Both Nvidia and AMD have been aggressively adding AI-driven frame generation to their graphics toolkits for a little while now, with the former's DLSS 5 being the latest announcement to stir up the internet. Official materials show that DLSS Multi-Frame Generation (MFG) can generate up to 3-5 synthetic frames for each real frame, which multiplies effective frame rates by "up to 8×" compared to brute-force rendering. 

In practice, independent tests also confirm massive framerate gains. For instance, our past coverage states that enabling 4× frame gen on Intel’s Arc B580 or A770 roughly doubled or more than doubled FPS in games like Battlefield 6. Similarly, AMD’s internal benchmarks show FSR 3.1 frame generation roughly 2.5-3.6× higher FPS on real titles (e.g. 3.6× in Ratchet & Clank). Frame generation is now pretty common in high-end PC games and even works on older GPUs via DLSS/FSR and Intel’s upcoming Xe Frame Gen.

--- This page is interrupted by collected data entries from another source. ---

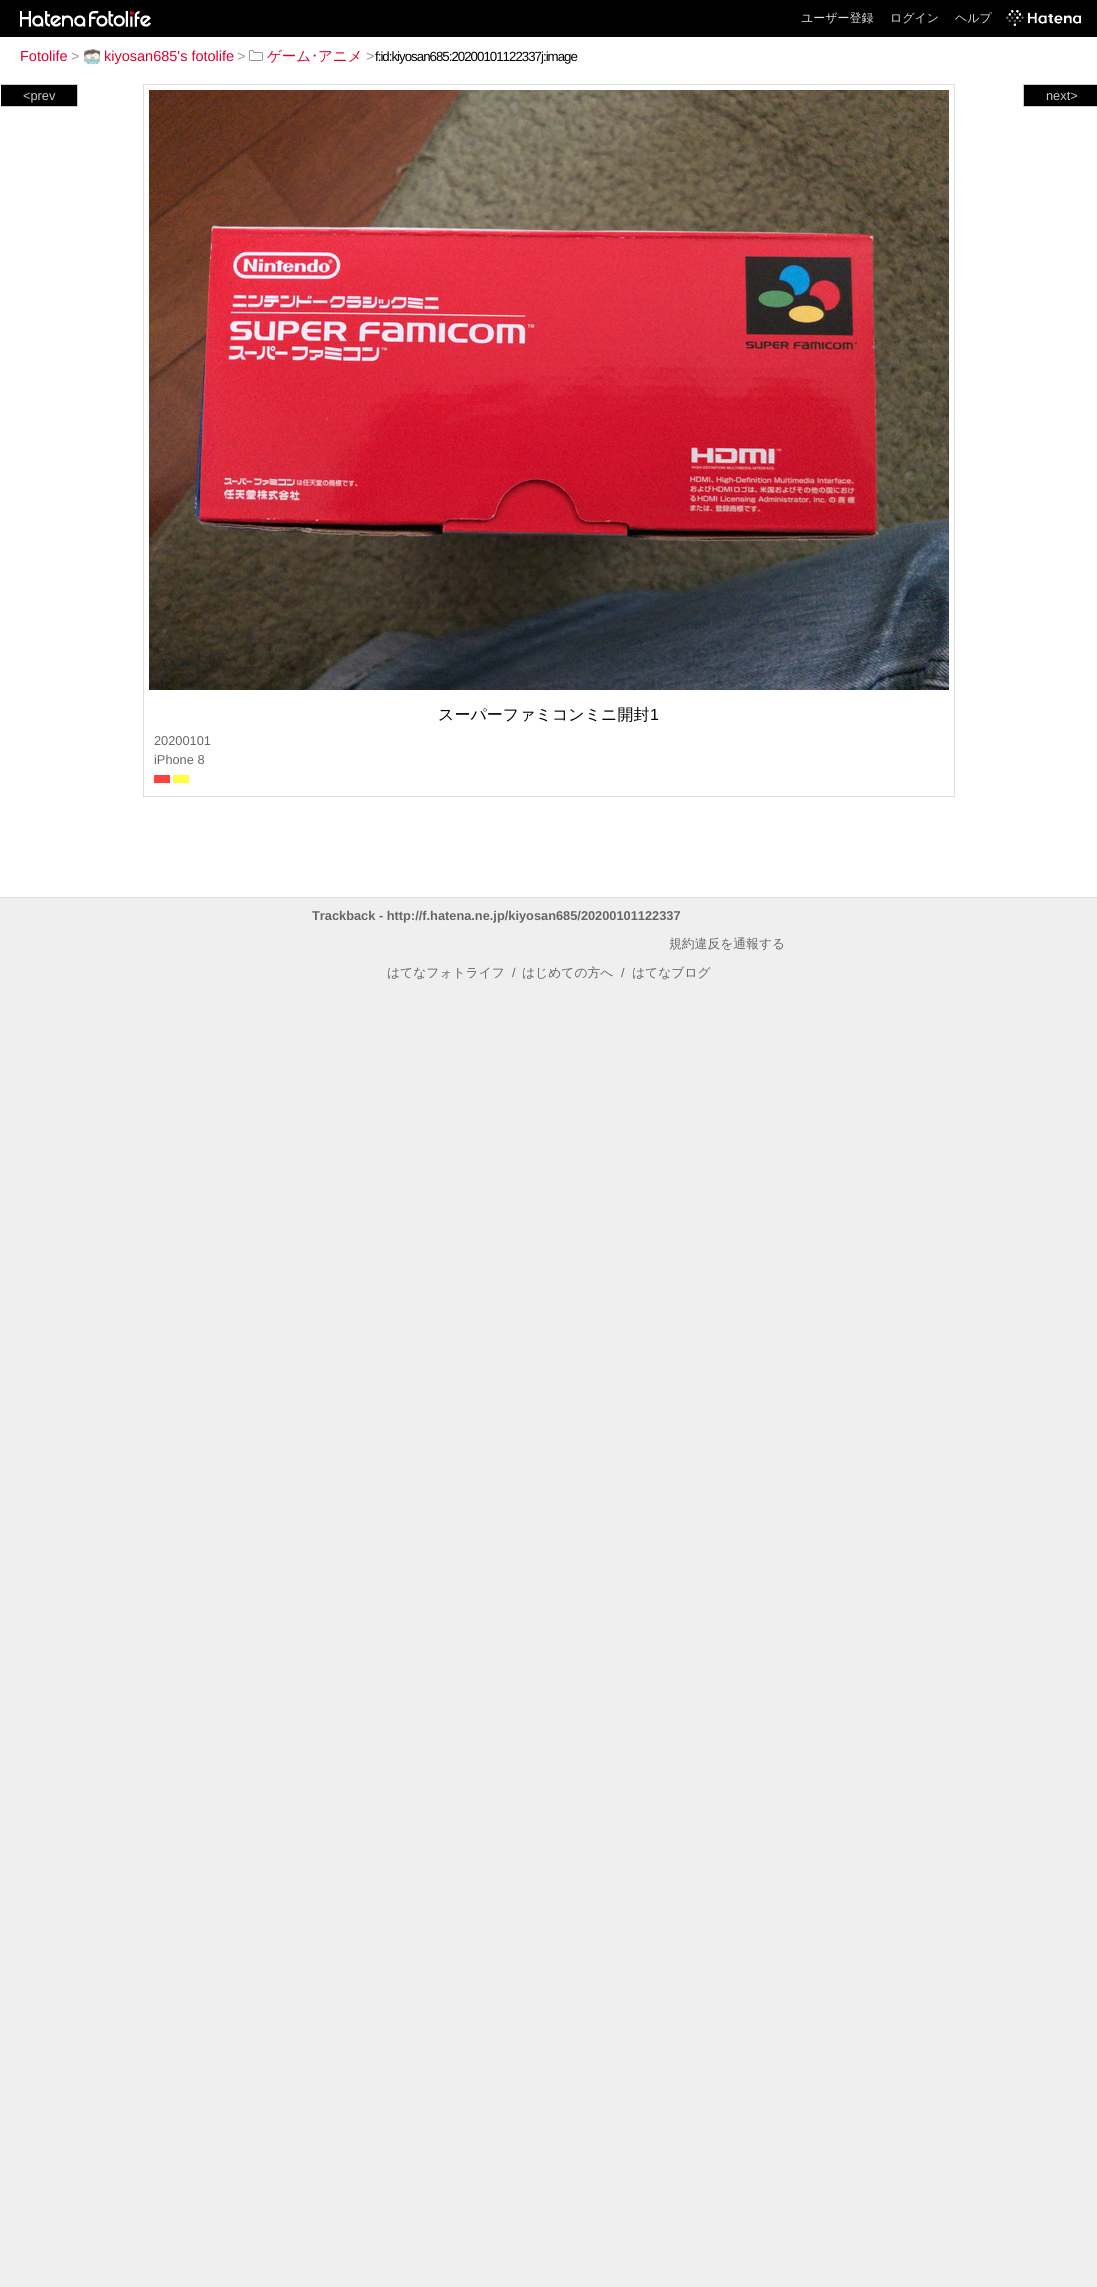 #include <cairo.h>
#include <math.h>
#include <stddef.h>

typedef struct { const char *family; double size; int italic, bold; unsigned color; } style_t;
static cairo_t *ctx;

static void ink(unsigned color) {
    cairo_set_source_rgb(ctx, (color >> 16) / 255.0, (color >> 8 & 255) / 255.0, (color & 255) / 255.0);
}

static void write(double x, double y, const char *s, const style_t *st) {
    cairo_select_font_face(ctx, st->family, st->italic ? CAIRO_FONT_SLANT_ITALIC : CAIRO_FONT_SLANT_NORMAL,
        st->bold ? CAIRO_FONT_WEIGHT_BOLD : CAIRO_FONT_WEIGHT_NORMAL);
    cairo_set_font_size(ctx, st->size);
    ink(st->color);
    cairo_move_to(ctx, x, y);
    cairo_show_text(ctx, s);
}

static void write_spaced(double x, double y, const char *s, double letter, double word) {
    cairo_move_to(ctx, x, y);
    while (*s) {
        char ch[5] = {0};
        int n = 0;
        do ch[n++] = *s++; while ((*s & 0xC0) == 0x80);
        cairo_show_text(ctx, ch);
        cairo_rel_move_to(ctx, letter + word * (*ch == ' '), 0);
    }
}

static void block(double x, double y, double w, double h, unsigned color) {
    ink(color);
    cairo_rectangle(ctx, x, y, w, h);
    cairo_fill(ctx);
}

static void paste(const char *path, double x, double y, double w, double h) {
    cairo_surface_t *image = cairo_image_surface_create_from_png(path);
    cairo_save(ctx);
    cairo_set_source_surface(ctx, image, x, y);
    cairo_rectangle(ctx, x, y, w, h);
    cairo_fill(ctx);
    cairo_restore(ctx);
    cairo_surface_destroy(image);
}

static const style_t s1 = {"WenQuanYi Zen Hei Medium", 12, 0, 0, 0xdddddd};
static const style_t s2 = {"Liberation Sans", 14.5, 0, 0, 0xde002f};
static const style_t s3 = {"Liberation Sans", 14.5, 0, 0, 0x999999};
static const style_t s4 = {"WenQuanYi Zen Hei Medium", 14.5, 0, 0, 0xde002f};
static const style_t s5 = {"IPAPGothic", 14.5, 0, 0, 0xde002f};
static const style_t s6 = {"Liberation Sans", 12.8, 0, 0, 0xcccccc};
static const style_t s7 = {"WenQuanYi Zen Hei Medium", 16, 0, 0, 0x000000};
static const style_t s8 = {"Liberation Sans", 16, 0, 0, 0x000000};
static const style_t s9 = {"Liberation Sans", 12.8, 0, 0, 0x666666};
static const style_t s10 = {"Liberation Sans", 12.8, 0, 1, 0x666666};
static const style_t s11 = {"WenQuanYi Zen Hei Medium", 12.8, 0, 0, 0x666666};

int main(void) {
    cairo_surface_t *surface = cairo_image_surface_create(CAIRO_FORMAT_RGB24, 1097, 2287);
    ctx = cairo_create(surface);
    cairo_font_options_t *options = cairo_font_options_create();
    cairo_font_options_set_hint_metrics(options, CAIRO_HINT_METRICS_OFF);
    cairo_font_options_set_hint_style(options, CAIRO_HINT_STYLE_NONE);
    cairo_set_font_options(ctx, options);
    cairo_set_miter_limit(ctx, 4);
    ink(0xefefef);
    cairo_paint(ctx);
    block(0, 0, 1097, 37, 0x000000);
    paste("pic1.png", 20, 11, 66, 16);
    paste("pic2.png", 89, 11, 62, 16);
    write(801, 22, "ユーザー登録", &s1);
    write(890, 22, "ログイン", &s1);
    write(955, 22, "ヘルプ", &s1);
    paste("pic3.png", 1006, 10, 75, 16);
    block(0, 37, 1097, 860, 0xffffff);
    write(20, 61, "Fotolife", &s2);
    write(71, 61, ">", &s3);
    paste("pic4.png", 84, 48, 16, 16);
    write(104, 61, "kiyosan685's fotolife", &s2);
    write(237, 61, ">", &s3);
    paste("pic5.png", 249, 50, 14, 11);
    write(267, 61, "ゲーム", &s4);
    write(311, 61, "･", &s5);
    write(318, 61, "アニメ", &s4);
    write(366, 61, ">", &s3);
    cairo_set_font_size(ctx, 13.3);
    ink(0x000000);
    write_spaced(375, 61, "f:id:kiyosan685:20200101122337j:image", -1, 0);
    block(0, 897, 1097, 1, 0xdedede);
    block(1, 85, 76, 21, 0x000000);
    block(1, 84, 77, 1, 0xcccccc);
    block(77, 84, 1, 23, 0xcccccc);
    block(1, 106, 77, 1, 0xcccccc);
    write(23, 100, "<prev", &s6);
    block(1024, 85, 73, 21, 0x000000);
    block(1023, 84, 74, 1, 0xcccccc);
    block(1023, 106, 74, 1, 0xcccccc);
    block(1023, 84, 1, 23, 0xcccccc);
    write(1046, 100, "next>", &s6);
    cairo_rectangle(ctx, 143.5, 84.5, 811, 712);
    ink(0xdedede);
    cairo_set_line_width(ctx, 1);
    cairo_stroke(ctx);
    paste("pic6.png", 149, 90, 800, 600);
    write(438, 720, "スーパーファミコンミニ開封", &s7);
    write(650, 720, "1", &s8);
    write(154, 745, "20200101", &s9);
    write(154, 764, "iPhone 8", &s9);
    block(154, 775, 16, 8, 0xff4040);
    block(173, 775, 16, 8, 0xffff40);
    write(312, 920, "Trackback - http://f.hatena.ne.jp/kiyosan685/20200101122337", &s10);
    write(669, 948, "規約違反を通報する", &s11);
    write(387, 977, "はてなフォトライフ", &s11);
    write(512, 977, "/", &s9);
    write(522, 977, "はじめての方へ", &s11);
    write(621, 977, "/", &s9);
    write(632, 977, "はてなブログ", &s11);
    cairo_surface_write_to_png(surface, "screenshot.png");
    cairo_font_options_destroy(options);
    cairo_destroy(ctx);
    cairo_surface_destroy(surface);
    return 0;
}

Benchmarks are the best way to look at just how large these boosts can be. Nvidia advertises DLSS MFG’s 8× multiplier, and our data backs this up: with 4× MFG enabled, an RTX 5090 laptop saw Battlefield 6 go from ~83 FPS to ~219 FPS (4K, Ultra settings). Intel’s XeSS 3.0 MFG gave the Arc B580 over 200% FPS gains in titles like Battlefield 6. AMD reports similar jumps: for example, in Ghost of Tsushima the RX 7000-series saw ~3.1× FPS with FSR 3.1 frame gen. In short, any fast-moving title easily hits hundreds of FPS with these techs, well above what raw GPU power alone could do.

However, many analysts are warning that these headline FPS figures don’t tell the whole story. Frame generation inherently increases frame latency: each extra interpolated frame adds delay. FG cannot reduce base input lag - it only raises the displayed framerate - so responsiveness is tied to the original update rate. In other words, a game loop still runs at its native speed, even if your monitor shows 4× more frames. Tools like CapFrameX show that metrics like frame-time consistency and 1% lows can degrade under FG, even as average FPS soars. FPS numbers only tell part of the story when FG is active.

This becomes especially relevant in games that rely on fast inputs. In competitive or reflex-heavy titles like Counter Strike, the added latency from frame generation can slightly delay player actions, which may negatively affect gameplay.

There is also a broader implication for how games are being optimized these days. As frame generation becomes more and more common, there are early signs that some titles are being designed with these technologies in mind. Instead of aiming for a strong native performance, developers can rely on upscaling and frame interpolation to reach higher frame rates. This makes raw performance harder to judge across different hardware, especially when comparing GPUs with and without access to similar features. 

That said, frame generation is not without value. It can greatly improve perceived smoothness, especially at higher resolutions where raw rendering is more demanding. For single-player games or slower-paced experiences, the trade-off is often acceptable, and in some cases, genuinely beneficial. The problem is not the technology itself, but how its results are interpreted. It is also legitimately useful for lower-power hardware, such as handheld gaming PCs (like the Asus ROG Xbox Ally, currently $549 on Amazon), where hitting high native frame rates is often not possible. In these scenarios, frame generation can make games feel smoother and more playable without requiring significantly stronger hardware.

Benchmarks and reviews are also asking users to be cautious: don’t trust FPS alone. Use detailed tools that measure frametimes and input-to-photon latency (Nvidia FrameView, Intel PresentMon) to gauge real performance. Look at 1% lows and latency charts, not just average FPS. For competitive gaming, enabling Reflex/Anti-Lag and keeping high base FPS is vital. Frame generation should be viewed as a bonus feature that inflates numbers, not as a cure-all.